== GIVEN DATA ==

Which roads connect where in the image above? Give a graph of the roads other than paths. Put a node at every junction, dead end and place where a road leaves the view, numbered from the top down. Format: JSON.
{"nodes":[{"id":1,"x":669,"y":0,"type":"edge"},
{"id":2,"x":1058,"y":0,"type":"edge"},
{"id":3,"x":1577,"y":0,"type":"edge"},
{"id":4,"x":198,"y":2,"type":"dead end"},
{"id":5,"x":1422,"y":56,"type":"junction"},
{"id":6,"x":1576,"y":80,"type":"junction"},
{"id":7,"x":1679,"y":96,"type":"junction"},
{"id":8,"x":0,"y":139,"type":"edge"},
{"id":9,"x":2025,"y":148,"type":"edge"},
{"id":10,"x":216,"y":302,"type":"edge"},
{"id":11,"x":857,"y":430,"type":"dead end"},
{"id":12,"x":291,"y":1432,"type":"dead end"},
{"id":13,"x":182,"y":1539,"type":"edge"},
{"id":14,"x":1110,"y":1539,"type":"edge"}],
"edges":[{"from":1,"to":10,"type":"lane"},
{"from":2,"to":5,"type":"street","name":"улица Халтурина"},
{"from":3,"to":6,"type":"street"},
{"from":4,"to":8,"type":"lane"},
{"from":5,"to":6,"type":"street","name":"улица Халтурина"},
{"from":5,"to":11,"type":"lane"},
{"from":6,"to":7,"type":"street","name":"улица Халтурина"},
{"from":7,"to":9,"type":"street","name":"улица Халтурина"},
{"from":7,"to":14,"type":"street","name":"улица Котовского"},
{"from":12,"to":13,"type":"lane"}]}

===

In which lines of the material above does the string "junction" occur? Copy them all.

Which roads connect where in the image above? Give a graph of the roads other than paths. Put a node at every junction, dead end and place where a road leaves the view, numbered from the top down. Format: JSON.
{"id":5,"x":1422,"y":56,"type":"junction"},
{"id":6,"x":1576,"y":80,"type":"junction"},
{"id":7,"x":1679,"y":96,"type":"junction"},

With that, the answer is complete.